We drove back to the construction site to thank the workmen once again and to assure them we were OK, and then went back to the turnoff to Baie Rouge. Parked in the lot and then went down to the beach and found it pretty, but with very big surf and some large rocks upon which it pounded. We didn't want to trust ourselves in that rough water, and neither, apparently, did most others. Only a few brave souls ventured in. And we eventually went back to the car to search for better swimming conditions.
Friar's Bay Beach
.A little further up the coast we decided to investigate a place called Friar's Bay Beach. This turned out to be a beach for the locals with a fascinating mix of multi-cultural multi-lingual multi-racial inhabitants. Families with kids barbecuing lunch, and a Muslim family with the wife wearing what was apparently an Islamic approved bathing, costume and a casually topless grandmother all coexisted nonchalantly, as did we, the only tourists I could identify as such. Prosaic features such as a car-alarm repeatedly going off in the parking lot made clear the fact that this was the place where the workers who operated, serviced, and vacuumed Paradise went to relax. The barbecue made me realize I was hungry.
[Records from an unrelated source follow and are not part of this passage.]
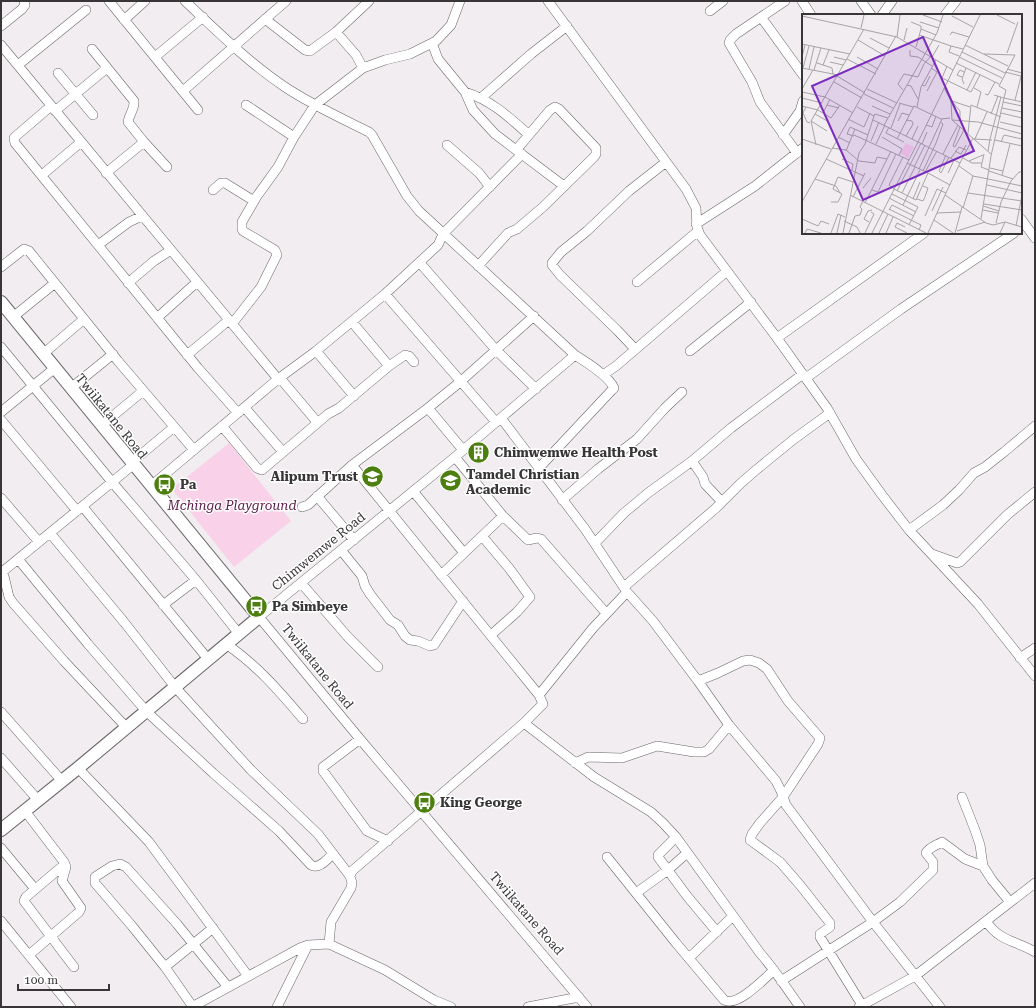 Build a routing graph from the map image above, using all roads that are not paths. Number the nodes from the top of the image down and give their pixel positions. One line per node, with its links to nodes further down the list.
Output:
1 (24, 1): 26 (street)
2 (109, 1): 25 (street)
3 (145, 1): 25 (street)
4 (185, 1): 22 (street)
5 (286, 1): 24 (street)
6 (369, 1): 28 (street)
7 (460, 1): 29 (street)
8 (548, 1): 27 (street)
9 (723, 1): 17 (street)
10 (785, 1): 15 (street)
11 (802, 1): 18 (street)
12 (861, 1): 19 (street)
13 (892, 1): 20 (street)
14 (956, 1): 21 (street)
15 (770, 5): 23 (street)
16 (86, 10): 34 (street)
17 (710, 11)
18 (810, 14)
19 (870, 14)
20 (883, 14)
21 (946, 14)
22 (203, 17): 31 (street); 33 (street)
23 (761, 17): 38 (street); 50 (street)
24 (265, 19): 28 (street); 31 (street)
25 (124, 20): 33 (street)
26 (1, 26)
27 (567, 26): 42 (street); 57 (street)
28 (336, 32): 36 (street)
29 (432, 43): 36 (street); 40 (street)
30 (1, 45): 34 (street)
31 (234, 46): 39 (street); 45 (street)
32 (92, 49): 35 (street)
33 (155, 57): 39 (street)
34 (18, 65): 46 (street)
35 (108, 68): 41 (street); 53 (street)
36 (363, 68): 45 (street)
37 (58, 73): 41 (street)
38 (802, 74)
39 (183, 91): 47 (street)
40 (465, 92): 42 (street); 56 (street)
41 (77, 94): 46 (street); 48 (street)
42 (481, 98): 49 (street)
43 (802, 104): 50 (street)
44 (246, 105): 51 (street)
45 (315, 105): 51 (street); 68 (street)
46 (53, 108): 52 (street); 60 (street)
47 (198, 110)
48 (93, 115)
49 (529, 135): 56 (street); 61 (street)
50 (783, 135): 55 (street)
51 (294, 137): 64 (street)
52 (81, 142): 59 (street); 60 (street)
53 (144, 142): 58 (street); 59 (street)
54 (447, 145): 62 (street)
55 (800, 151): 67 (street)
56 (520, 152): 61 (street); 62 (street)
57 (666, 162): 67 (street); 93 (street)
58 (167, 167)
59 (106, 173): 65 (street)
60 (42, 175): 72 (street)
61 (564, 186): 75 (street)
62 (490, 187): 68 (street)
63 (212, 190): 64 (street)
64 (254, 201): 89 (street)
65 (142, 216): 72 (street); 73 (street)
66 (1023, 224): 71 (street)
67 (697, 227): 77 (street); 79 (street)
68 (444, 234): 74 (street); 75 (street)
69 (923, 234): 91 (street)
70 (1013, 234): 105 (street)
71 (1034, 235)
72 (98, 245): 81 (street)
73 (171, 250): 78 (street); 81 (street)
74 (420, 263): 82 (street); 94 (street)
75 (478, 266): 85 (street)
76 (1, 267): 80 (street)
77 (728, 271): 84 (street); 93 (street)
78 (197, 282): 87 (street); 89 (street)
79 (637, 282)
80 (55, 283): 86 (street); 88 (street)
81 (128, 283): 87 (street)
82 (385, 294): 90 (street); 107 (street)
83 (1, 302): 86 (main road, Twiikatane Road)
84 (751, 302): 91 (street); 96 (street)
85 (534, 316): 94 (street); 100 (street)
86 (13, 317): 97 (main road, Twiikatane Road)
87 (157, 318): 99 (street)
88 (84, 319): 97 (street); 98 (street)
89 (230, 322): 99 (street); 106 (street)
90 (352, 322): 95 (street); 102 (street)
91 (777, 338): 105 (street)
92 (1, 347): 108 (street)
93 (635, 349): 104 (street)
94 (496, 350): 107 (street); 110 (street)
95 (316, 351): 106 (street); 113 (street)
96 (690, 351)
97 (43, 354): 103 (main road, Twiikatane Road)
98 (112, 354): 109 (street); 111 (street)
99 (187, 355): 115 (street)
100 (575, 355): 104 (street); 110 (street, Chimwemwe Road)
101 (414, 362): 102 (street)
102 (388, 366): 113 (street)
103 (55, 368): 108 (street); 109 (main road, Twiikatane Road)
104 (603, 375): 132 (street)
105 (804, 376): 117 (street); 129 (street)
106 (279, 378): 115 (street); 120 (street)
107 (460, 382): 114 (street); 119 (street)
108 (33, 386): 116 (street); 133 (street)
109 (71, 388): 121 (main road, Twiikatane Road)
110 (536, 389): 119 (street, Chimwemwe Road)
111 (143, 391): 121 (street); 124 (street)
112 (682, 392): 139 (street)
113 (354, 396): 120 (street)
114 (428, 408): 126 (street); 131 (street)
115 (241, 411): 122 (street); 127 (street)
116 (1, 412)
117 (830, 413): 140 (street); 145 (street)
118 (1, 420): 142 (street)
119 (498, 420): 126 (street, Chimwemwe Road); 132 (street)
120 (317, 422): 127 (street)
121 (102, 425): 130 (main road, Twiikatane Road)
122 (222, 426): 125 (street); 127 (street)
123 (1035, 426): 145 (street)
124 (174, 427): 125 (street); 130 (street)
125 (194, 450): 134 (street)
126 (463, 450): 128 (street, Chimwemwe Road)
127 (283, 452)
128 (455, 457): 135 (street, Chimwemwe Road); 144 (street)
129 (692, 461): 140 (street); 150 (street)
130 (133, 463): 133 (street); 134 (main road, Twiikatane Road)
131 (352, 465): 137 (street); 143 (street)
132 (538, 469): 139 (street)
133 (112, 482): 142 (street); 157 (street)
134 (151, 486): 163 (main road, Twiikatane Road)
135 (413, 491): 143 (street, Chimwemwe Road); 152 (street)
136 (1035, 492): 153 (street)
137 (317, 496): 141 (street); 148 (street)
138 (1, 499): 149 (street)
139 (562, 500): 150 (street)
140 (722, 502): 159 (street)
141 (302, 507)
142 (80, 509): 146 (street); 161 (street)
143 (389, 511): 148 (street, Chimwemwe Road); 156 (street)
144 (503, 516): 147 (street); 162 (street)
145 (909, 530): 153 (street)
146 (50, 533): 149 (street); 173 (street)
147 (482, 536): 152 (street); 165 (street)
148 (354, 540): 151 (street, Chimwemwe Road)
149 (39, 542): 154 (street)
150 (595, 543): 159 (street)
151 (341, 550): 158 (street, Chimwemwe Road); 160 (street)
152 (464, 553): 156 (street)
153 (930, 553): 168 (street)
154 (18, 559): 155 (street); 175 (street)
155 (2, 573): 180 (street)
156 (441, 575): 160 (street)
157 (196, 580): 161 (street); 164 (street)
158 (301, 582): 163 (street, Chimwemwe Road); 170 (street)
159 (626, 589): 162 (street); 172 (street)
160 (463, 601): 165 (street)
161 (163, 605): 169 (street)
162 (606, 613): 174 (street)
163 (259, 617): 164 (main road, Chimwemwe Road); 181 (street, Twiikatane Road)
164 (239, 634): 166 (main road, Chimwemwe Road)
165 (491, 635): 174 (street)
166 (226, 644): 169 (main road, Chimwemwe Road); 177 (street)
167 (1035, 648): 168 (street)
168 (1020, 658): 171 (street)
169 (208, 659): 173 (main road, Chimwemwe Road)
170 (378, 667)
171 (1035, 676)
172 (698, 681): 179 (street); 186 (street)
173 (175, 687): 175 (main road, Chimwemwe Road); 196 (street)
174 (539, 695): 178 (street)
175 (146, 711): 180 (main road, Chimwemwe Road); 196 (street)
176 (1, 712): 185 (street)
177 (303, 719)
178 (524, 723): 183 (street); 190 (street)
179 (729, 725): 183 (street); 186 (street)
180 (126, 727): 184 (main road, Chimwemwe Road)
181 (360, 739): 190 (street, Twiikatane Road); 193 (street)
182 (2, 760): 188 (street)
183 (575, 763): 192 (street)
184 (78, 768): 185 (main road, Chimwemwe Road); 210 (street)
185 (62, 780): 188 (main road, Chimwemwe Road)
186 (783, 797): 209 (street); 216 (street)
187 (962, 797): 199 (street)
188 (38, 800): 189 (main road, Chimwemwe Road)
189 (25, 811): 191 (main road, Chimwemwe Road); 198 (street)
190 (422, 812): 193 (street); 227 (street, Twiikatane Road)
191 (1, 830)
192 (676, 837): 195 (street); 200 (street)
193 (388, 841): 201 (street)
194 (1, 848): 203 (street)
195 (687, 853): 200 (street); 206 (street)
196 (333, 854): 201 (street)
197 (607, 857): 204 (street)
198 (65, 864): 203 (street); 212 (street)
199 (983, 866): 205 (street); 209 (street)
200 (668, 870): 204 (street); 211 (street)
201 (350, 876): 214 (street)
202 (1035, 883): 205 (street)
203 (35, 889): 212 (street)
204 (636, 893): 219 (street)
205 (1010, 902): 208 (street)
206 (733, 916): 211 (street); 222 (street)
207 (1, 921): 218 (street)
208 (986, 921): 217 (street); 224 (street)
209 (873, 922): 216 (street); 224 (street)
210 (213, 928): 213 (street); 223 (street)
211 (717, 932): 219 (street)
212 (51, 936): 218 (street); 220 (street)
213 (193, 944): 221 (street); 221 (street); 226 (street)
214 (329, 944): 215 (street); 232 (street)
215 (308, 945): 223 (street); 228 (street)
216 (828, 949): 225 (street); 229 (street)
217 (1035, 952)
218 (28, 955): 230 (street)
219 (689, 958): 222 (street)
220 (74, 967)
221 (165, 967): 231 (street)
222 (774, 970): 225 (street)
223 (248, 976): 226 (street)
224 (915, 976): 229 (street); 236 (street)
225 (781, 981): 235 (street)
226 (228, 987): 231 (street)
227 (579, 997): 233 (street); 234 (street, Twiikatane Road)
228 (280, 1006)
229 (861, 1006)
230 (71, 1007)
231 (193, 1007)
232 (451, 1007)
233 (528, 1007)
234 (587, 1007)
235 (800, 1007)
236 (940, 1007)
And feeling in need of some comfort food after a week of fine dining, I ordered what turned out to be an excellent cheeseburger, fries and a Coke from the local beach bar. Yum! The water was warm, calm, and shallow, and refreshing in the 90 degree weather.
Pic Paradis
After a few hours, we journeyed on, towards Pic Paradis (Paradise Peak), the highest point on the island, a 1500 foot summit. After missing the inconspicuously marked turnoff once or twice, we headed up a road that narrowed, went back and forth through a couple of switchbacks, and then reared up into a seriously first-gear stretch to the top. Towards the very summit there were one or two private estates barred by steel gates, whose houses were not visible from the road. There were few places to park or turn around at the top. But we found a "wide" place in the road where we could leave the car and embark on a seriously first-gear footpath to the summit. This was a very strenuous walk / climb of about 1/2 mile to an observation point where we could view just about the whole eastern half of the island. It was much cooler up here, and very peaceful. Except for the faint but distinct strains of reggae music blaring from some kind of joint in Orleans some 5 miles distant. Grrrrrr! The path made a little circle around the very peak whereupon were erected cell towers that might have serviced the whole island. Building them was undoubtedly one challenging construction project.
We made our way back to Mary's Boon, and then walked out to a fine Italian restaurant where we split an order of some very tasty lasagna served by a grumpy waitress. Even splitting a single portion, it was by far our most expensive meal of the trip. And after dinner we stopped back at the Carousel for ice cream. I had found a flavor that I liked last time with vanilla ice cream and M&Ms, of which I wanted another portion. But Jenny absolutely forbade me to repeat with so many others to choose from. I bowed to her greater wisdom. (I still liked the first flavor better :-) Shhhh! Don't tell her.)